Participating Artists: Carlyn Clark, Margaret Lazzari, Caryl St. Ama, Nancy Kay Turner
300 mixed media pieces on 6 x 6 x .75 inch plywood
Description: This project is an exploration of the glory of color. Each artist made twenty-five panels dedicated to one of the primary or one of the secondary colors. The project is half completed, with BLUE, ORANGE, and GREEN; to be completed are red, yellow and violet.
Collaboration System: Each artist worked separately on their twenty-five panels for each color. The collaboration element comes in the hanging of the work, which can be configured by color, arranged by artist, or randomly placed in a mosaic of color, texture and text. This concept allows for maximum curatorial flexibility as each artist’s 25 panels are a complete 30” x 30”work by themselves, but may be separated and rearranged in unlimited configurations – and may be presented in a formal grid, or an organic series snaking around the gallery walls.
Hana Kark intends to create transformative art experiences for the viewer, and for the artists who make the pieces, through a collaborative process that is at once prescribed and spontaneous.
Previously, a set number of artists decided upon a set number of rotations, on a substrate with or without a theme. All artists agreed to respond to and resolve each successive layer while also setting up a condition for the next artist. The final artist brought the work to closure, while trusting that each previous layer was artfully considered.
Hana Kark has been formed to demonstrate that the communal conditions common to film, theater and music, are largely transferable, to great effect in contemporary visual art making. These symphonic elements are often largely unexplored. We work and play to change that.
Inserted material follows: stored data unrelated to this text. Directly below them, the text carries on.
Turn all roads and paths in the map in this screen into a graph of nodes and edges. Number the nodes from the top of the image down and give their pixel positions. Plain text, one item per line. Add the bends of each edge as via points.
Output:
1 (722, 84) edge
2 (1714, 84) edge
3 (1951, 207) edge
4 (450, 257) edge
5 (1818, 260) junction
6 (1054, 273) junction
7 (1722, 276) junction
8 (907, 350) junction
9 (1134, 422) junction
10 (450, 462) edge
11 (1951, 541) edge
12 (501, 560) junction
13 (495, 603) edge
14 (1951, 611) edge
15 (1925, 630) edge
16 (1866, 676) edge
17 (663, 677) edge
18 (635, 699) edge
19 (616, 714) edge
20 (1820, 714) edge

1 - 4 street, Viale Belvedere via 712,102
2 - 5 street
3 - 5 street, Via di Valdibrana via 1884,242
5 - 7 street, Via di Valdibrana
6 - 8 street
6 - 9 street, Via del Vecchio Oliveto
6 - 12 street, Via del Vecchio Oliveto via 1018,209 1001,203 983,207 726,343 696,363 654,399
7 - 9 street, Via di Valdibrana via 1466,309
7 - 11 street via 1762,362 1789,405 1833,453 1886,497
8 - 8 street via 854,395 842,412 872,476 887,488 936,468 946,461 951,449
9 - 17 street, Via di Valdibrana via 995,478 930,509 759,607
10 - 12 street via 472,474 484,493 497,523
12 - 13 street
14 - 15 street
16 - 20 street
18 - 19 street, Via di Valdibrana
For this project we changed our prior process by working independently, and not working over the work of the other participants. Four LA area artists, Nancy Turner, Caryl St. Ama, Margaret Lazzari and Carlyn Clark, decided to work independently on 6” square plywood panels using color as a commonality. We started with blue, intending to work our way through the spectrum. Without a clear idea of how we would ultimately assemble the work, or where the process might lead us, we began.